→ EXERCISE OBJECTIVE
Write the records out again, exactly.

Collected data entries
::::::::

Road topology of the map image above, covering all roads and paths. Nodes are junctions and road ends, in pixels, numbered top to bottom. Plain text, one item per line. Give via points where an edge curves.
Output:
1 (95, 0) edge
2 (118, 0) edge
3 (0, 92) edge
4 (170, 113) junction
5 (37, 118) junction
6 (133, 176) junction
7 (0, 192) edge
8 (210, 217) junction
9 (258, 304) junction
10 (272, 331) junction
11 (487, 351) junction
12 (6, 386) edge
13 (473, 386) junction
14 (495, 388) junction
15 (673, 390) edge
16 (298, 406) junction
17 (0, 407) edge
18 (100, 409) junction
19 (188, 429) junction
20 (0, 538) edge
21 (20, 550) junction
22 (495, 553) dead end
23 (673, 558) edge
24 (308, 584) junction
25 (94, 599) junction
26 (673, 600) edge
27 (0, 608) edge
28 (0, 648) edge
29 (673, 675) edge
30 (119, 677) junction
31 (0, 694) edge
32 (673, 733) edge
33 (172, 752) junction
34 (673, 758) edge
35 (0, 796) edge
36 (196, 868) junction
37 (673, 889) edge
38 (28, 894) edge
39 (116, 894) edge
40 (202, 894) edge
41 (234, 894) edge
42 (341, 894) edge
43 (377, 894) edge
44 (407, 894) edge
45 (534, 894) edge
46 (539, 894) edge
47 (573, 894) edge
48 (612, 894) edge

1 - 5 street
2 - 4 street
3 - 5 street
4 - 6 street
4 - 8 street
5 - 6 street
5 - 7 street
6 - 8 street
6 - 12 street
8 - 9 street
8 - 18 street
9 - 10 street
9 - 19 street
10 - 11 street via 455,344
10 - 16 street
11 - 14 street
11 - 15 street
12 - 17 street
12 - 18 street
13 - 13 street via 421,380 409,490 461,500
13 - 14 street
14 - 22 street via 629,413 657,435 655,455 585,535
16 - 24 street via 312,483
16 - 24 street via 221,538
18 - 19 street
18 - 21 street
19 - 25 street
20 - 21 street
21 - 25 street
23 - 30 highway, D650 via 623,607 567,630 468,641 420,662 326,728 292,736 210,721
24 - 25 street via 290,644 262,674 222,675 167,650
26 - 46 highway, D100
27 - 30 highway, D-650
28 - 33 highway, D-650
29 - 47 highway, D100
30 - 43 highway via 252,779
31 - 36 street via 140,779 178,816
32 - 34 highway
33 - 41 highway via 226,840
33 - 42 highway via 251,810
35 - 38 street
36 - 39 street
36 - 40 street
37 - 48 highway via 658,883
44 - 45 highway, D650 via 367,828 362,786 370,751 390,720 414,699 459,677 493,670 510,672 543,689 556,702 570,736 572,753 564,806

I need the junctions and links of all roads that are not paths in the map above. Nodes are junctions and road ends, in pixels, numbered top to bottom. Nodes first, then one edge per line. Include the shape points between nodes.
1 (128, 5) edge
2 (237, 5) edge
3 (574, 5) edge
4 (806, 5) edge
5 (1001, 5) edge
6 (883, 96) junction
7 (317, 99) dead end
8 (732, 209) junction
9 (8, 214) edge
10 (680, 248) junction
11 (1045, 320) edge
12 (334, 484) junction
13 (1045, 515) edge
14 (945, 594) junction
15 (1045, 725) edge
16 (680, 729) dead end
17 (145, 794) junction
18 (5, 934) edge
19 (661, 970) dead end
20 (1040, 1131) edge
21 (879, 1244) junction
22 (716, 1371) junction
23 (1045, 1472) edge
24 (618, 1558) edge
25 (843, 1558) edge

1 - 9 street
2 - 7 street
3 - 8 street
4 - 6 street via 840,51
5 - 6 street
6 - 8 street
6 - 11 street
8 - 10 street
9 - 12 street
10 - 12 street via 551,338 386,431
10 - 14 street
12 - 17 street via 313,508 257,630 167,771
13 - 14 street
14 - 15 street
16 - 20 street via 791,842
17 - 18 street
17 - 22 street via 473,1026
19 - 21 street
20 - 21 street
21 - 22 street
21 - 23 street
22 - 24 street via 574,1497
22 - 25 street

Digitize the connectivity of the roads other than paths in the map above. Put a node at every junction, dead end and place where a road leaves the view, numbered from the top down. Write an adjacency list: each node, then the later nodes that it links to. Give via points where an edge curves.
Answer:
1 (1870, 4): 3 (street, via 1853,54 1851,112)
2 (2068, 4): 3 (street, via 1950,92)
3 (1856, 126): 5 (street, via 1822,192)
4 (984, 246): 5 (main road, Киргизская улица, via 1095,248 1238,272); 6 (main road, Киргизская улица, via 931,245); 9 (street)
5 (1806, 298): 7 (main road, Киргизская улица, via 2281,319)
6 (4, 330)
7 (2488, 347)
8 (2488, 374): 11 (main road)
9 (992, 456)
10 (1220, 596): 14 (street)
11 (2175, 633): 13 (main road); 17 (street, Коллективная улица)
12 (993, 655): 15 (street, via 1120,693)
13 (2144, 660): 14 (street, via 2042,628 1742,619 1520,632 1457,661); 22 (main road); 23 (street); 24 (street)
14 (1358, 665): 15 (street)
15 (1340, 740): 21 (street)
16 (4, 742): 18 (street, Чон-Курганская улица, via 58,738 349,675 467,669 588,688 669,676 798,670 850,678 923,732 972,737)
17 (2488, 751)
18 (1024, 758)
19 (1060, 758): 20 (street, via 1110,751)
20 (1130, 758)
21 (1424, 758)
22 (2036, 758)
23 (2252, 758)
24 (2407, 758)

::::::::

→ SOLUTION FOR THIS EXERCISE
Road topology of the map image above, covering all roads and paths. Nodes are junctions and road ends, in pixels, numbered top to bottom. Plain text, one item per line. Give via points where an edge curves.
Output:
1 (95, 0) edge
2 (118, 0) edge
3 (0, 92) edge
4 (170, 113) junction
5 (37, 118) junction
6 (133, 176) junction
7 (0, 192) edge
8 (210, 217) junction
9 (258, 304) junction
10 (272, 331) junction
11 (487, 351) junction
12 (6, 386) edge
13 (473, 386) junction
14 (495, 388) junction
15 (673, 390) edge
16 (298, 406) junction
17 (0, 407) edge
18 (100, 409) junction
19 (188, 429) junction
20 (0, 538) edge
21 (20, 550) junction
22 (495, 553) dead end
23 (673, 558) edge
24 (308, 584) junction
25 (94, 599) junction
26 (673, 600) edge
27 (0, 608) edge
28 (0, 648) edge
29 (673, 675) edge
30 (119, 677) junction
31 (0, 694) edge
32 (673, 733) edge
33 (172, 752) junction
34 (673, 758) edge
35 (0, 796) edge
36 (196, 868) junction
37 (673, 889) edge
38 (28, 894) edge
39 (116, 894) edge
40 (202, 894) edge
41 (234, 894) edge
42 (341, 894) edge
43 (377, 894) edge
44 (407, 894) edge
45 (534, 894) edge
46 (539, 894) edge
47 (573, 894) edge
48 (612, 894) edge

1 - 5 street
2 - 4 street
3 - 5 street
4 - 6 street
4 - 8 street
5 - 6 street
5 - 7 street
6 - 8 street
6 - 12 street
8 - 9 street
8 - 18 street
9 - 10 street
9 - 19 street
10 - 11 street via 455,344
10 - 16 street
11 - 14 street
11 - 15 street
12 - 17 street
12 - 18 street
13 - 13 street via 421,380 409,490 461,500
13 - 14 street
14 - 22 street via 629,413 657,435 655,455 585,535
16 - 24 street via 312,483
16 - 24 street via 221,538
18 - 19 street
18 - 21 street
19 - 25 street
20 - 21 street
21 - 25 street
23 - 30 highway, D650 via 623,607 567,630 468,641 420,662 326,728 292,736 210,721
24 - 25 street via 290,644 262,674 222,675 167,650
26 - 46 highway, D100
27 - 30 highway, D-650
28 - 33 highway, D-650
29 - 47 highway, D100
30 - 43 highway via 252,779
31 - 36 street via 140,779 178,816
32 - 34 highway
33 - 41 highway via 226,840
33 - 42 highway via 251,810
35 - 38 street
36 - 39 street
36 - 40 street
37 - 48 highway via 658,883
44 - 45 highway, D650 via 367,828 362,786 370,751 390,720 414,699 459,677 493,670 510,672 543,689 556,702 570,736 572,753 564,806

I need the junctions and links of all roads that are not paths in the map above. Nodes are junctions and road ends, in pixels, numbered top to bottom. Nodes first, then one edge per line. Include the shape points between nodes.
1 (128, 5) edge
2 (237, 5) edge
3 (574, 5) edge
4 (806, 5) edge
5 (1001, 5) edge
6 (883, 96) junction
7 (317, 99) dead end
8 (732, 209) junction
9 (8, 214) edge
10 (680, 248) junction
11 (1045, 320) edge
12 (334, 484) junction
13 (1045, 515) edge
14 (945, 594) junction
15 (1045, 725) edge
16 (680, 729) dead end
17 (145, 794) junction
18 (5, 934) edge
19 (661, 970) dead end
20 (1040, 1131) edge
21 (879, 1244) junction
22 (716, 1371) junction
23 (1045, 1472) edge
24 (618, 1558) edge
25 (843, 1558) edge

1 - 9 street
2 - 7 street
3 - 8 street
4 - 6 street via 840,51
5 - 6 street
6 - 8 street
6 - 11 street
8 - 10 street
9 - 12 street
10 - 12 street via 551,338 386,431
10 - 14 street
12 - 17 street via 313,508 257,630 167,771
13 - 14 street
14 - 15 street
16 - 20 street via 791,842
17 - 18 street
17 - 22 street via 473,1026
19 - 21 street
20 - 21 street
21 - 22 street
21 - 23 street
22 - 24 street via 574,1497
22 - 25 street

Digitize the connectivity of the roads other than paths in the map above. Put a node at every junction, dead end and place where a road leaves the view, numbered from the top down. Write an adjacency list: each node, then the later nodes that it links to. Give via points where an edge curves.
Answer:
1 (1870, 4): 3 (street, via 1853,54 1851,112)
2 (2068, 4): 3 (street, via 1950,92)
3 (1856, 126): 5 (street, via 1822,192)
4 (984, 246): 5 (main road, Киргизская улица, via 1095,248 1238,272); 6 (main road, Киргизская улица, via 931,245); 9 (street)
5 (1806, 298): 7 (main road, Киргизская улица, via 2281,319)
6 (4, 330)
7 (2488, 347)
8 (2488, 374): 11 (main road)
9 (992, 456)
10 (1220, 596): 14 (street)
11 (2175, 633): 13 (main road); 17 (street, Коллективная улица)
12 (993, 655): 15 (street, via 1120,693)
13 (2144, 660): 14 (street, via 2042,628 1742,619 1520,632 1457,661); 22 (main road); 23 (street); 24 (street)
14 (1358, 665): 15 (street)
15 (1340, 740): 21 (street)
16 (4, 742): 18 (street, Чон-Курганская улица, via 58,738 349,675 467,669 588,688 669,676 798,670 850,678 923,732 972,737)
17 (2488, 751)
18 (1024, 758)
19 (1060, 758): 20 (street, via 1110,751)
20 (1130, 758)
21 (1424, 758)
22 (2036, 758)
23 (2252, 758)
24 (2407, 758)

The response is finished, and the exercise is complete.